[Data supplied]:
════════════════

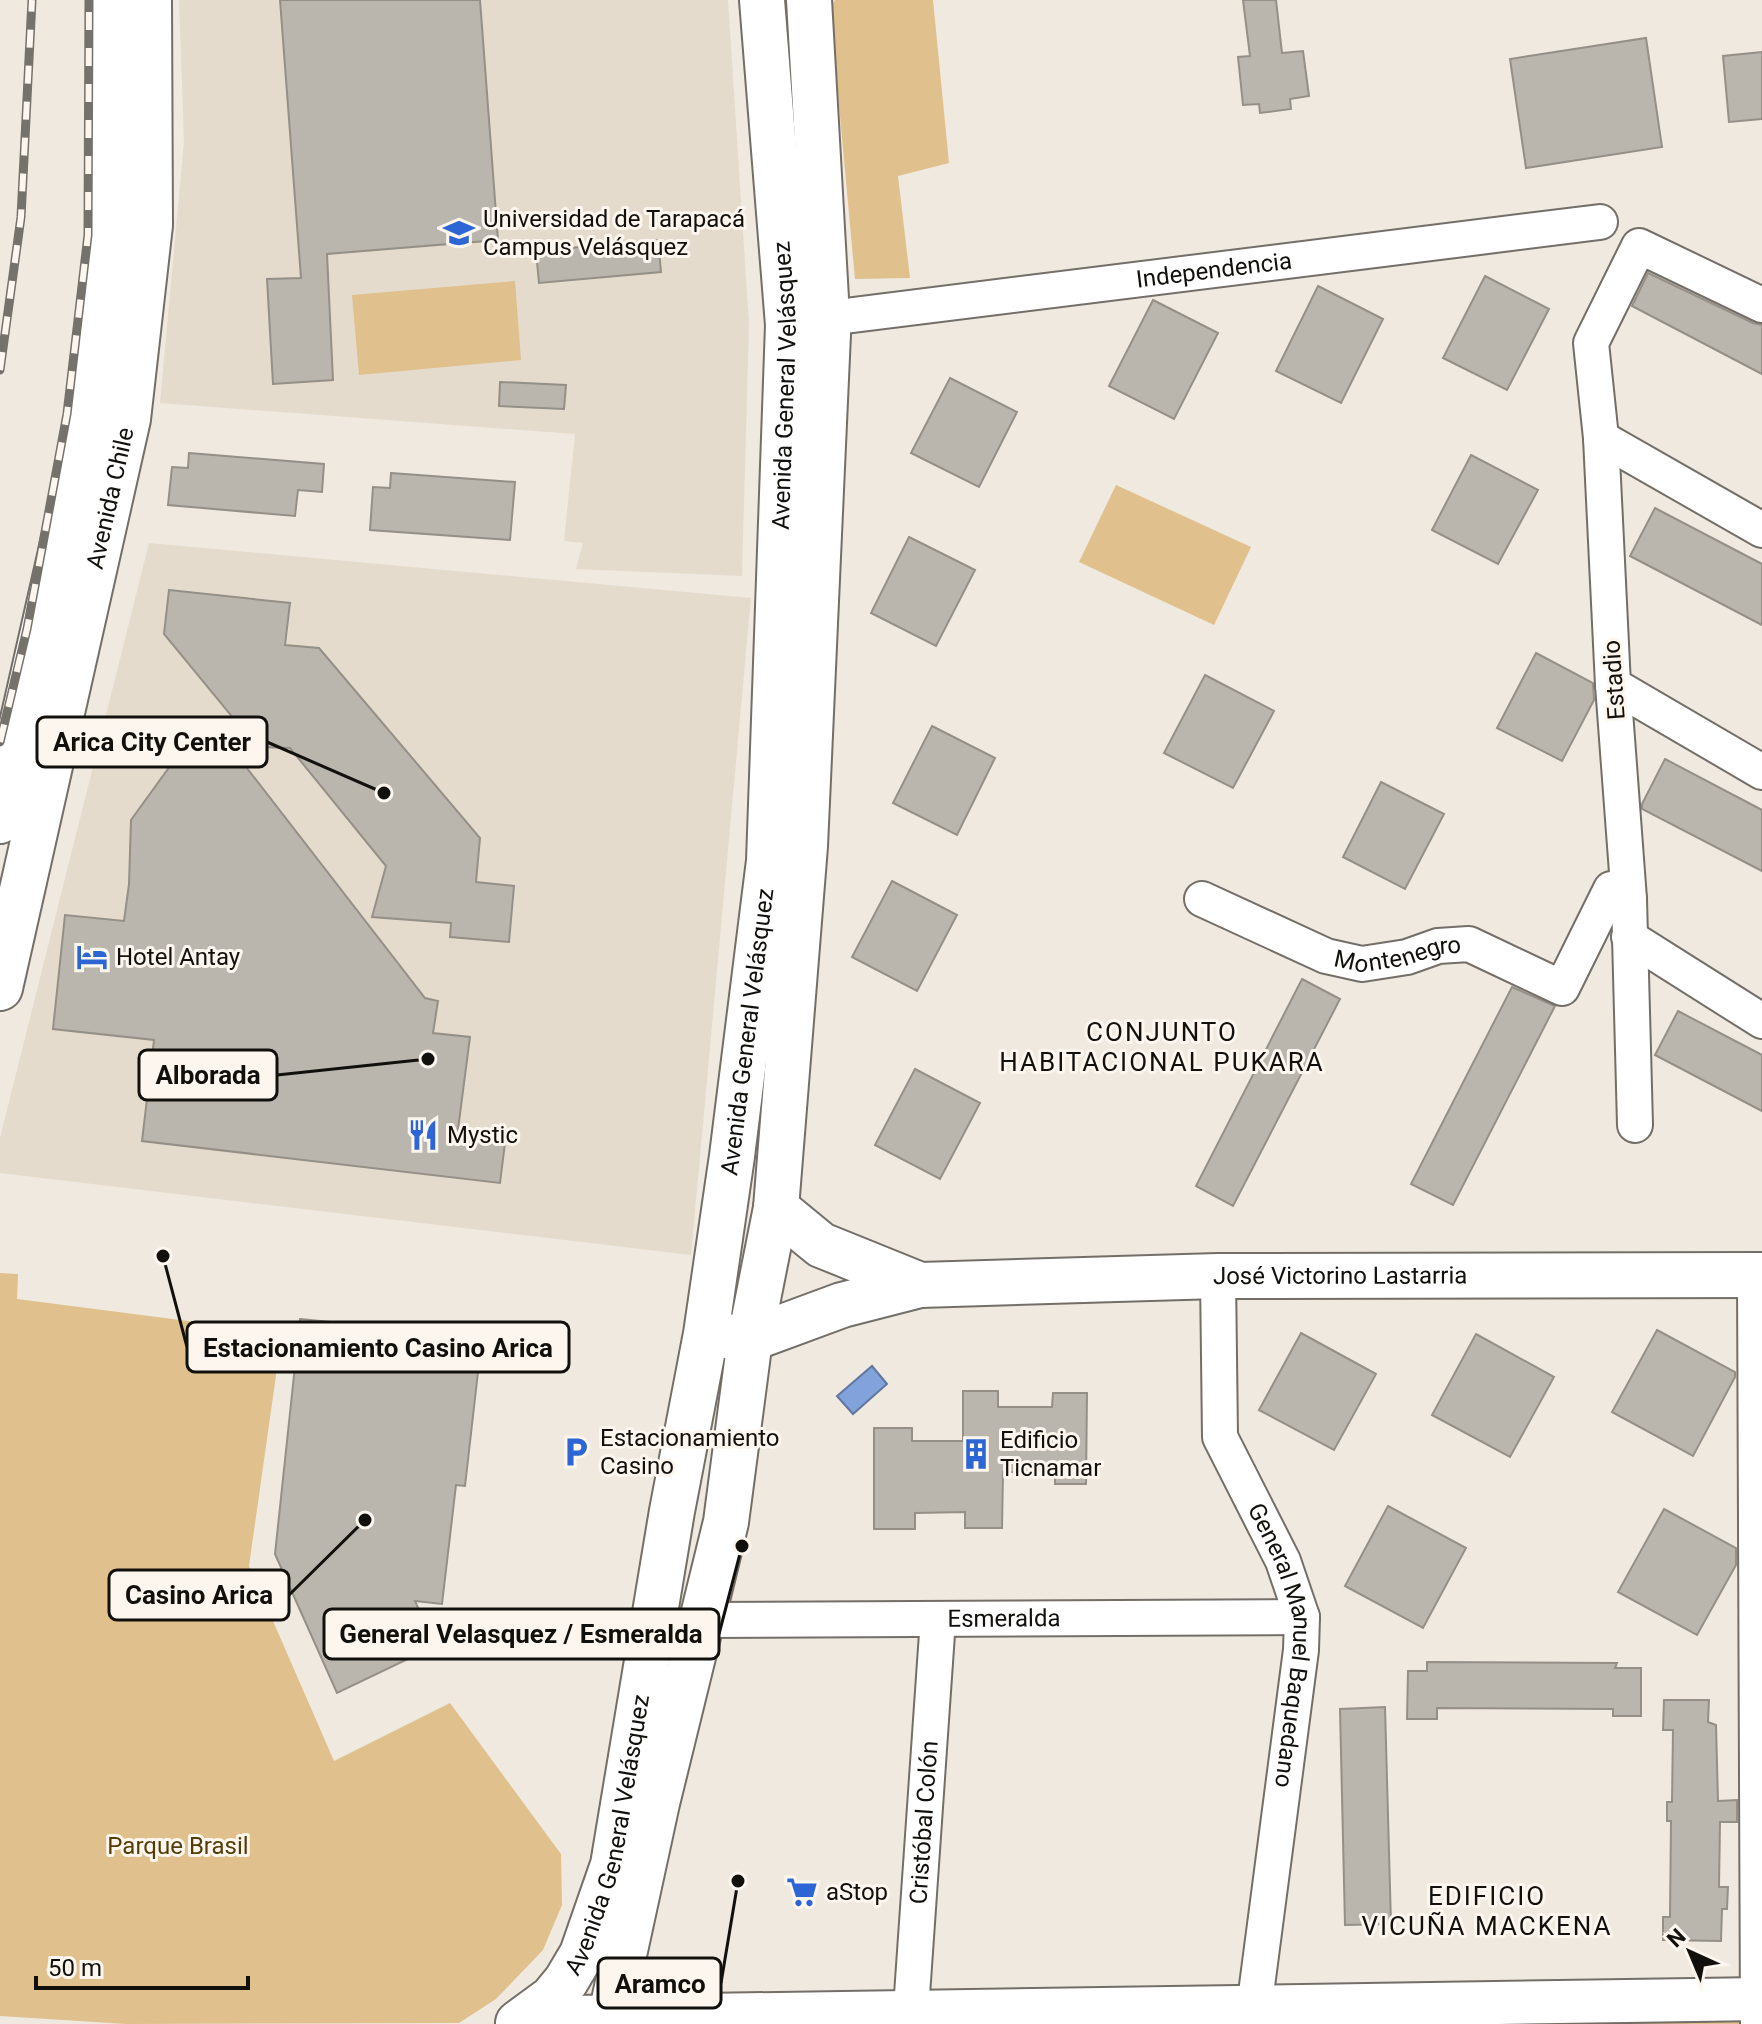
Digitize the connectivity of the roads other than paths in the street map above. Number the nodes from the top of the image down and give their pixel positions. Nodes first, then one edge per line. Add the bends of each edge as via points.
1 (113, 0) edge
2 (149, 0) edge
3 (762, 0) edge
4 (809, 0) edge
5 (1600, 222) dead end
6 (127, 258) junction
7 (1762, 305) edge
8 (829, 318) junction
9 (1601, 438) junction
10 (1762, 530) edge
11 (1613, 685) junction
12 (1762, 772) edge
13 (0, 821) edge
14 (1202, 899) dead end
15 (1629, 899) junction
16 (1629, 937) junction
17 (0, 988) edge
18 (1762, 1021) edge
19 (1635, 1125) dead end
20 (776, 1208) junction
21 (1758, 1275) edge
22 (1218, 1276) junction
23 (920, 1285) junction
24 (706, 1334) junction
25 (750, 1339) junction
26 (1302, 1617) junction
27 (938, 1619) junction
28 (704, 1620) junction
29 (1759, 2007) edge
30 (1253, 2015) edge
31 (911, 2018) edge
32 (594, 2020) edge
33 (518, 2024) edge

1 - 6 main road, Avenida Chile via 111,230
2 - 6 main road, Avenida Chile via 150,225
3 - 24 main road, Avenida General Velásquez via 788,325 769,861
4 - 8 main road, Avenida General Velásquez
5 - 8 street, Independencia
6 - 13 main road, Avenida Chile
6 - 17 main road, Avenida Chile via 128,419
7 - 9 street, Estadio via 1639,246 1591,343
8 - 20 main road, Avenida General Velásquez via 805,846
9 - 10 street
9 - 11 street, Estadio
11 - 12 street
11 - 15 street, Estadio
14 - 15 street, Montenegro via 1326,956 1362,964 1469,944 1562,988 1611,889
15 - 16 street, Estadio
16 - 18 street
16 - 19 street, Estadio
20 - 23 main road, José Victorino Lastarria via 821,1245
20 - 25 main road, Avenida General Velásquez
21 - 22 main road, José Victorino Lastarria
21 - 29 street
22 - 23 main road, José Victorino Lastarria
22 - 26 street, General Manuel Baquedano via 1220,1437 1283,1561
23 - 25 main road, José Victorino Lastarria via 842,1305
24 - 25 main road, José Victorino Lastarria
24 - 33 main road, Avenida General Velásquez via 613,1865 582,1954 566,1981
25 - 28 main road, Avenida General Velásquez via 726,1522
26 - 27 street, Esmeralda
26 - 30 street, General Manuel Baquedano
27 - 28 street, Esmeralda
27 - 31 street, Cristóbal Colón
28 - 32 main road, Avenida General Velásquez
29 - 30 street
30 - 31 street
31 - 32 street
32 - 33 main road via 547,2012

════════════════

[Required action]:
Please give every line above again word for word, apart from the pictures.

[Result of this task]:
Digitize the connectivity of the roads other than paths in the street map above. Number the nodes from the top of the image down and give their pixel positions. Nodes first, then one edge per line. Add the bends of each edge as via points.
1 (113, 0) edge
2 (149, 0) edge
3 (762, 0) edge
4 (809, 0) edge
5 (1600, 222) dead end
6 (127, 258) junction
7 (1762, 305) edge
8 (829, 318) junction
9 (1601, 438) junction
10 (1762, 530) edge
11 (1613, 685) junction
12 (1762, 772) edge
13 (0, 821) edge
14 (1202, 899) dead end
15 (1629, 899) junction
16 (1629, 937) junction
17 (0, 988) edge
18 (1762, 1021) edge
19 (1635, 1125) dead end
20 (776, 1208) junction
21 (1758, 1275) edge
22 (1218, 1276) junction
23 (920, 1285) junction
24 (706, 1334) junction
25 (750, 1339) junction
26 (1302, 1617) junction
27 (938, 1619) junction
28 (704, 1620) junction
29 (1759, 2007) edge
30 (1253, 2015) edge
31 (911, 2018) edge
32 (594, 2020) edge
33 (518, 2024) edge

1 - 6 main road, Avenida Chile via 111,230
2 - 6 main road, Avenida Chile via 150,225
3 - 24 main road, Avenida General Velásquez via 788,325 769,861
4 - 8 main road, Avenida General Velásquez
5 - 8 street, Independencia
6 - 13 main road, Avenida Chile
6 - 17 main road, Avenida Chile via 128,419
7 - 9 street, Estadio via 1639,246 1591,343
8 - 20 main road, Avenida General Velásquez via 805,846
9 - 10 street
9 - 11 street, Estadio
11 - 12 street
11 - 15 street, Estadio
14 - 15 street, Montenegro via 1326,956 1362,964 1469,944 1562,988 1611,889
15 - 16 street, Estadio
16 - 18 street
16 - 19 street, Estadio
20 - 23 main road, José Victorino Lastarria via 821,1245
20 - 25 main road, Avenida General Velásquez
21 - 22 main road, José Victorino Lastarria
21 - 29 street
22 - 23 main road, José Victorino Lastarria
22 - 26 street, General Manuel Baquedano via 1220,1437 1283,1561
23 - 25 main road, José Victorino Lastarria via 842,1305
24 - 25 main road, José Victorino Lastarria
24 - 33 main road, Avenida General Velásquez via 613,1865 582,1954 566,1981
25 - 28 main road, Avenida General Velásquez via 726,1522
26 - 27 street, Esmeralda
26 - 30 street, General Manuel Baquedano
27 - 28 street, Esmeralda
27 - 31 street, Cristóbal Colón
28 - 32 main road, Avenida General Velásquez
29 - 30 street
30 - 31 street
31 - 32 street
32 - 33 main road via 547,2012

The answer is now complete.